Questa politica è quindi apartitica, spinta sia della destra che dalla sinistra, e sopratutto anche dal governo Monti, che proprio poco prima di rimandare gli italiani alle urne, ha deciso bene di provvedere al rilascio di 1000 nuove licenze per l’apertura di nuove agenzie di scommesse. Ora c’è da chiedersi se il nostro Paese non abbia alcuna altra specificità da sfruttare per rinascere, e se il gioco d’azzardo sia davvero l’ultima possibilità che ci resta. Soprattutto a fronte del pericolo che queste attività possono ingenerare sul territorio, considerando che sono nel mirino della criminalità organizzata. In questo senso le criticità del territorio siciliano, dovrebbero forse spingere a riflettere di più su questo tipo di proposte.

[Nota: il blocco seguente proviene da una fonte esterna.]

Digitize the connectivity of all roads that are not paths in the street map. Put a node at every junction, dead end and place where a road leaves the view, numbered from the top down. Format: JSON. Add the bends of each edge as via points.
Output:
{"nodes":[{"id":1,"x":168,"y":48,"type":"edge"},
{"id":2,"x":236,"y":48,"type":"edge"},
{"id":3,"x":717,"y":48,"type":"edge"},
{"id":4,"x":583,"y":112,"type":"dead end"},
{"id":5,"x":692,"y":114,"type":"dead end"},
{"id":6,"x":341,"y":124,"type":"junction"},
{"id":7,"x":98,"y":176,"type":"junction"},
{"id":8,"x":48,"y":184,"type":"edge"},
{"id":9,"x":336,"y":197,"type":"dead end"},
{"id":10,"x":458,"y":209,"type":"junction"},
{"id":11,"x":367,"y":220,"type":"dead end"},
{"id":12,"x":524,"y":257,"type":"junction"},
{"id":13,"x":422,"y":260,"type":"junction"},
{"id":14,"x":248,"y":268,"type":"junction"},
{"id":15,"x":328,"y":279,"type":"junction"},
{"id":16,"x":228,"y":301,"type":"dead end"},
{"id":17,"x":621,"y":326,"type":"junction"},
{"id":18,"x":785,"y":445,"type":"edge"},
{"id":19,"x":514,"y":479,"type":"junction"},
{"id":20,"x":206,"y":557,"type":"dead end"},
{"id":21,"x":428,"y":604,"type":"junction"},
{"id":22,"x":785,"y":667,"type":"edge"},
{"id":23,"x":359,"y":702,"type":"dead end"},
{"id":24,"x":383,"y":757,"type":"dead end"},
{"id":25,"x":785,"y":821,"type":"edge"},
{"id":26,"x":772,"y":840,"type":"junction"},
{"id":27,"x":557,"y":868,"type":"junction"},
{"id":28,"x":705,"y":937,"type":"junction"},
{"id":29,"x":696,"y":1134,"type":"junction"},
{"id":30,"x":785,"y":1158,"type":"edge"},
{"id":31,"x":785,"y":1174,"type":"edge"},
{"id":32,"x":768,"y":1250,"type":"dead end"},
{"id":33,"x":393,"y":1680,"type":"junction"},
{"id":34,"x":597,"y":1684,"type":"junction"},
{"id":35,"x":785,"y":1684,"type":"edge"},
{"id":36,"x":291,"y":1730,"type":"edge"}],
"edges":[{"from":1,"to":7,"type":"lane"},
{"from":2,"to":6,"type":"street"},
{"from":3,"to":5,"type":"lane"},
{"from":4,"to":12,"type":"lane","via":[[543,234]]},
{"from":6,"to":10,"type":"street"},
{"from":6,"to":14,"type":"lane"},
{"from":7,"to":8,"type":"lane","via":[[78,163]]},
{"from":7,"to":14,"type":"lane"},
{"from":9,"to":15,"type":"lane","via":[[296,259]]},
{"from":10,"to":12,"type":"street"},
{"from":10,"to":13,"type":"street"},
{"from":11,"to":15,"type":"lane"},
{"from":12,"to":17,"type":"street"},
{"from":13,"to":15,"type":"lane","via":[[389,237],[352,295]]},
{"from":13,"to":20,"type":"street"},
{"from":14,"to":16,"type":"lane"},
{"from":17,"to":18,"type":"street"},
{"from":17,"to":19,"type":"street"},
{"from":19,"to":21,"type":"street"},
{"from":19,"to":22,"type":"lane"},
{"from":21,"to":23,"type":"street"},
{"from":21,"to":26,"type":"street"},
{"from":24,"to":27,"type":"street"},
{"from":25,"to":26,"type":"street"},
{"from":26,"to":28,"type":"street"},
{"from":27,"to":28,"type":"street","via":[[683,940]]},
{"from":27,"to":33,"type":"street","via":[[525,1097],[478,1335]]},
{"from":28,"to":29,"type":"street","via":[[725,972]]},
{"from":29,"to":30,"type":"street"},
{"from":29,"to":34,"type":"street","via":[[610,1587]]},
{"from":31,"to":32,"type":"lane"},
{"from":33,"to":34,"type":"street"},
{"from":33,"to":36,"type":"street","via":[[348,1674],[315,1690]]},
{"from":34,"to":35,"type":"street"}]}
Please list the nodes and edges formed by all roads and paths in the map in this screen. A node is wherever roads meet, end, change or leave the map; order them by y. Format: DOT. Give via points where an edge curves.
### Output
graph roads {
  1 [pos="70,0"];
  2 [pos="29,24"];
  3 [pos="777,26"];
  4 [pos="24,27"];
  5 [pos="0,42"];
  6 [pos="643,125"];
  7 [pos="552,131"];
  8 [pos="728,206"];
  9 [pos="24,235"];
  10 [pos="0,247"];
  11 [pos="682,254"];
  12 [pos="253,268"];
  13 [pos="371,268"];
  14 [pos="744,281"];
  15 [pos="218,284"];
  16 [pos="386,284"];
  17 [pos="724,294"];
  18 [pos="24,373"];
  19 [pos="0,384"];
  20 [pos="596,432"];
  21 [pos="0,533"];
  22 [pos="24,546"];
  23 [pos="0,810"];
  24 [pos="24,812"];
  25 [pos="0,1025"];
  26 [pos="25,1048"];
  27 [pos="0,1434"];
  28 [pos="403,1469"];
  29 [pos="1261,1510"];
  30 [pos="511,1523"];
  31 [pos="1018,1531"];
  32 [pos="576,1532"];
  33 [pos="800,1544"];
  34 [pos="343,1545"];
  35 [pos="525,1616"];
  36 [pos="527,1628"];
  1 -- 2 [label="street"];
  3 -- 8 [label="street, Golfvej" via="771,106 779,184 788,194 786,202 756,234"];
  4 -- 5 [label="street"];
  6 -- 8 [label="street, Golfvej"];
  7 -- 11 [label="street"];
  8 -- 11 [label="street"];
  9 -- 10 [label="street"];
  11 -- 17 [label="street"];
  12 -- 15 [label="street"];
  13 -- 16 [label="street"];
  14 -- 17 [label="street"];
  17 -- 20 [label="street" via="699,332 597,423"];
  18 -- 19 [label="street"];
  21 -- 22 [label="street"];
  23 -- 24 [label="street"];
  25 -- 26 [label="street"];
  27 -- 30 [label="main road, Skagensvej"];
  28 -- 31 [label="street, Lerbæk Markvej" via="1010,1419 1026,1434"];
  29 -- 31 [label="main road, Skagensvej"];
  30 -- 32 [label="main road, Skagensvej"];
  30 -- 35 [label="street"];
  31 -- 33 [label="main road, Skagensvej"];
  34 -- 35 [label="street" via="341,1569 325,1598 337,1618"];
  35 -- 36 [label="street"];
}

Che ne è poi della ludopatia? La nuova piaga sociale che fiacca il nostro paese e che addirittura il ministro Renato Balduzzi ha inserito nella lista delle malattie curabili presso le Asl? I dati sono sempre più allarmanti. L’Organizzazione Mondiale della Sanità sostiene che il 3% della popolazione sarebbe ludopatica. Solo di recente la Caritas di Milano ha condotto un’indagine in merito: il 58% degli addetti ai centri d’ascolto ha avvertito la sensazione si aver parlato con un ludopatico, mentre il 48% ne ha avuto la piena certezza. Il comune in questi giorni ha deciso, per provare a limitare i danni, di chiudere le case da gioco entro l’una di notte.

Ancora i dati sono allarmanti un po’ ovunque in Italia. In Liguria per esempio si aprono al gioco d’azzardo i giovanissimi: nella fascia d’età tra i 10 e i 19 anni almeno 4 su 10 hanno provato una vota. In Piemonte, invece, si è scelti i casi più documentati, i ludopatici curati presso i Sert della Regione sono passati da 250 a più di 1000, tra il 2004 e il 2012. Basterà pubblicizzare il gioco d’azzardo in televisione, facendo seguire velocemente la frase “giocate responsabilmente”?